Task item —
Among the entries, which lines carry the string "edges"? Copy every one.

Data extracts —
☆ ☆ ☆ ☆

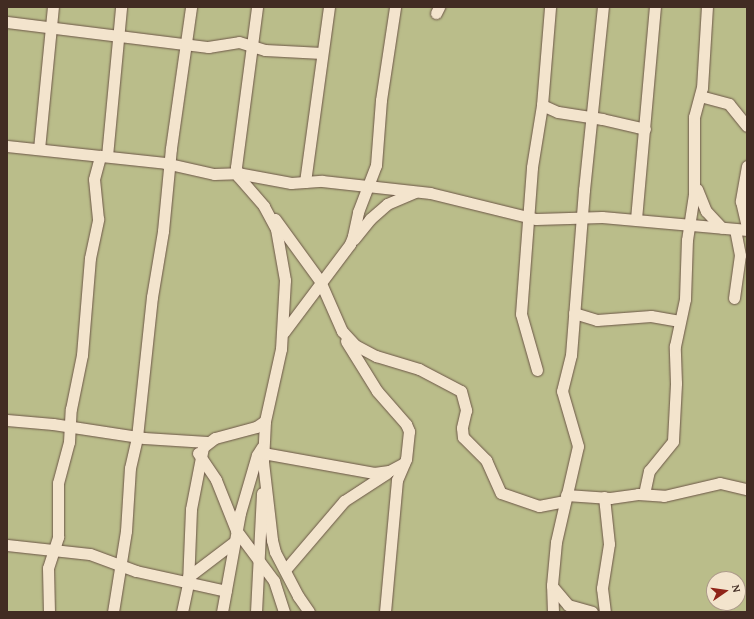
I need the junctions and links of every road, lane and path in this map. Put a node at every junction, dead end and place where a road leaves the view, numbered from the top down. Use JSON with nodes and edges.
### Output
{"nodes":[{"id":1,"x":53,"y":7,"type":"edge"},
{"id":2,"x":121,"y":7,"type":"edge"},
{"id":3,"x":191,"y":7,"type":"edge"},
{"id":4,"x":257,"y":7,"type":"edge"},
{"id":5,"x":329,"y":7,"type":"edge"},
{"id":6,"x":395,"y":7,"type":"edge"},
{"id":7,"x":550,"y":7,"type":"edge"},
{"id":8,"x":603,"y":7,"type":"edge"},
{"id":9,"x":655,"y":7,"type":"edge"},
{"id":10,"x":707,"y":7,"type":"edge"},
{"id":11,"x":7,"y":22,"type":"edge"},
{"id":12,"x":51,"y":27,"type":"junction"},
{"id":13,"x":118,"y":35,"type":"junction"},
{"id":14,"x":187,"y":44,"type":"junction"},
{"id":15,"x":252,"y":45,"type":"junction"},
{"id":16,"x":322,"y":53,"type":"junction"},
{"id":17,"x":700,"y":96,"type":"junction"},
{"id":18,"x":542,"y":105,"type":"junction"},
{"id":19,"x":592,"y":117,"type":"junction"},
{"id":20,"x":747,"y":126,"type":"edge"},
{"id":21,"x":645,"y":129,"type":"junction"},
{"id":22,"x":7,"y":146,"type":"edge"},
{"id":23,"x":39,"y":149,"type":"junction"},
{"id":24,"x":103,"y":156,"type":"junction"},
{"id":25,"x":169,"y":164,"type":"junction"},
{"id":26,"x":747,"y":166,"type":"edge"},
{"id":27,"x":237,"y":173,"type":"junction"},
{"id":28,"x":694,"y":179,"type":"junction"},
{"id":29,"x":305,"y":182,"type":"junction"},
{"id":30,"x":367,"y":187,"type":"junction"},
{"id":31,"x":416,"y":191,"type":"junction"},
{"id":32,"x":264,"y":206,"type":"junction"},
{"id":33,"x":582,"y":217,"type":"junction"},
{"id":34,"x":530,"y":218,"type":"junction"},
{"id":35,"x":636,"y":219,"type":"junction"},
{"id":36,"x":690,"y":225,"type":"junction"},
{"id":37,"x":722,"y":228,"type":"junction"},
{"id":38,"x":735,"y":229,"type":"junction"},
{"id":39,"x":747,"y":229,"type":"edge"},
{"id":40,"x":350,"y":244,"type":"junction"},
{"id":41,"x":320,"y":282,"type":"junction"},
{"id":42,"x":734,"y":298,"type":"dead end"},
{"id":43,"x":574,"y":313,"type":"junction"},
{"id":44,"x":680,"y":321,"type":"junction"},
{"id":45,"x":342,"y":331,"type":"junction"},
{"id":46,"x":283,"y":333,"type":"junction"},
{"id":47,"x":537,"y":370,"type":"dead end"},
{"id":48,"x":7,"y":420,"type":"edge"},
{"id":49,"x":264,"y":421,"type":"junction"},
{"id":50,"x":71,"y":426,"type":"junction"},
{"id":51,"x":137,"y":437,"type":"junction"},
{"id":52,"x":186,"y":442,"type":"junction"},
{"id":53,"x":207,"y":442,"type":"junction"},
{"id":54,"x":263,"y":450,"type":"junction"},
{"id":55,"x":201,"y":455,"type":"junction"},
{"id":56,"x":405,"y":462,"type":"junction"},
{"id":57,"x":389,"y":471,"type":"junction"},
{"id":58,"x":264,"y":481,"type":"junction"},
{"id":59,"x":747,"y":489,"type":"edge"},
{"id":60,"x":644,"y":494,"type":"junction"},
{"id":61,"x":604,"y":497,"type":"junction"},
{"id":62,"x":565,"y":498,"type":"junction"},
{"id":63,"x":539,"y":506,"type":"junction"},
{"id":64,"x":559,"y":526,"type":"junction"},
{"id":65,"x":236,"y":530,"type":"junction"},
{"id":66,"x":234,"y":542,"type":"junction"},
{"id":67,"x":7,"y":545,"type":"edge"},
{"id":68,"x":54,"y":550,"type":"junction"},
{"id":69,"x":260,"y":560,"type":"junction"},
{"id":70,"x":121,"y":565,"type":"junction"},
{"id":71,"x":284,"y":570,"type":"junction"},
{"id":72,"x":188,"y":580,"type":"junction"},
{"id":73,"x":552,"y":585,"type":"junction"},
{"id":74,"x":226,"y":591,"type":"junction"},
{"id":75,"x":49,"y":612,"type":"edge"},
{"id":76,"x":113,"y":612,"type":"edge"},
{"id":77,"x":182,"y":612,"type":"edge"},
{"id":78,"x":222,"y":612,"type":"edge"},
{"id":79,"x":256,"y":612,"type":"edge"},
{"id":80,"x":284,"y":612,"type":"edge"},
{"id":81,"x":309,"y":612,"type":"edge"},
{"id":82,"x":385,"y":612,"type":"edge"},
{"id":83,"x":553,"y":612,"type":"edge"},
{"id":84,"x":592,"y":612,"type":"edge"},
{"id":85,"x":605,"y":612,"type":"edge"}],
"edges":[{"from":1,"to":12,"type":"street"},
{"from":2,"to":13,"type":"street"},
{"from":3,"to":14,"type":"street"},
{"from":4,"to":15,"type":"street"},
{"from":5,"to":16,"type":"street"},
{"from":6,"to":30,"type":"street"},
{"from":7,"to":18,"type":"street"},
{"from":8,"to":19,"type":"street"},
{"from":9,"to":21,"type":"street"},
{"from":10,"to":17,"type":"street"},
{"from":11,"to":12,"type":"street"},
{"from":12,"to":13,"type":"street"},
{"from":12,"to":23,"type":"street"},
{"from":13,"to":14,"type":"street"},
{"from":13,"to":24,"type":"street"},
{"from":14,"to":15,"type":"street"},
{"from":14,"to":25,"type":"street"},
{"from":15,"to":16,"type":"street"},
{"from":15,"to":27,"type":"street"},
{"from":16,"to":29,"type":"street"},
{"from":17,"to":20,"type":"street"},
{"from":17,"to":28,"type":"street"},
{"from":18,"to":19,"type":"street"},
{"from":18,"to":34,"type":"street"},
{"from":19,"to":21,"type":"street"},
{"from":19,"to":33,"type":"street"},
{"from":21,"to":35,"type":"street"},
{"from":22,"to":23,"type":"street"},
{"from":23,"to":24,"type":"street"},
{"from":24,"to":25,"type":"street"},
{"from":24,"to":50,"type":"street"},
{"from":25,"to":27,"type":"street"},
{"from":25,"to":51,"type":"street"},
{"from":26,"to":39,"type":"street"},
{"from":27,"to":29,"type":"street"},
{"from":27,"to":32,"type":"street"},
{"from":28,"to":36,"type":"street"},
{"from":28,"to":37,"type":"street"},
{"from":29,"to":30,"type":"street"},
{"from":30,"to":31,"type":"street"},
{"from":30,"to":40,"type":"street"},
{"from":31,"to":34,"type":"street"},
{"from":31,"to":40,"type":"street"},
{"from":32,"to":41,"type":"street"},
{"from":32,"to":46,"type":"street"},
{"from":33,"to":34,"type":"street"},
{"from":33,"to":35,"type":"street"},
{"from":33,"to":43,"type":"street"},
{"from":34,"to":47,"type":"street"},
{"from":35,"to":36,"type":"street"},
{"from":36,"to":37,"type":"street"},
{"from":36,"to":44,"type":"street"},
{"from":37,"to":38,"type":"street"},
{"from":38,"to":39,"type":"street"},
{"from":38,"to":42,"type":"street"},
{"from":40,"to":41,"type":"street"},
{"from":41,"to":45,"type":"street"},
{"from":41,"to":46,"type":"street"},
{"from":43,"to":44,"type":"street"},
{"from":43,"to":62,"type":"street"},
{"from":44,"to":60,"type":"street"},
{"from":45,"to":56,"type":"street"},
{"from":45,"to":63,"type":"street"},
{"from":46,"to":49,"type":"street"},
{"from":48,"to":50,"type":"street"},
{"from":49,"to":53,"type":"street"},
{"from":49,"to":54,"type":"street"},
{"from":50,"to":51,"type":"street"},
{"from":50,"to":68,"type":"street"},
{"from":51,"to":52,"type":"street"},
{"from":51,"to":70,"type":"street"},
{"from":52,"to":53,"type":"street"},
{"from":52,"to":55,"type":"street"},
{"from":53,"to":55,"type":"street"},
{"from":54,"to":57,"type":"street"},
{"from":54,"to":58,"type":"street"},
{"from":54,"to":65,"type":"street"},
{"from":55,"to":65,"type":"street"},
{"from":55,"to":72,"type":"street"},
{"from":56,"to":57,"type":"street"},
{"from":56,"to":82,"type":"street"},
{"from":57,"to":71,"type":"street"},
{"from":58,"to":69,"type":"street"},
{"from":58,"to":71,"type":"street"},
{"from":59,"to":60,"type":"street"},
{"from":60,"to":61,"type":"street"},
{"from":61,"to":62,"type":"street"},
{"from":61,"to":85,"type":"street"},
{"from":62,"to":63,"type":"street"},
{"from":62,"to":64,"type":"street"},
{"from":63,"to":64,"type":"street"},
{"from":64,"to":73,"type":"street"},
{"from":65,"to":66,"type":"street"},
{"from":65,"to":69,"type":"street"},
{"from":66,"to":72,"type":"street"},
{"from":66,"to":74,"type":"street"},
{"from":67,"to":68,"type":"street"},
{"from":68,"to":70,"type":"street"},
{"from":68,"to":75,"type":"street"},
{"from":69,"to":79,"type":"street"},
{"from":69,"to":80,"type":"street"},
{"from":70,"to":72,"type":"street"},
{"from":70,"to":76,"type":"street"},
{"from":71,"to":81,"type":"street"},
{"from":72,"to":74,"type":"street"},
{"from":72,"to":77,"type":"street"},
{"from":73,"to":83,"type":"street"},
{"from":73,"to":84,"type":"street"},
{"from":74,"to":78,"type":"street"}]}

☆ ☆ ☆ ☆

Expected answer —
I need the junctions and links of every road, lane and path in this map. Put a node at every junction, dead end and place where a road leaves the view, numbered from the top down. Use JSON with nodes and edges.
"edges":[{"from":1,"to":12,"type":"street"},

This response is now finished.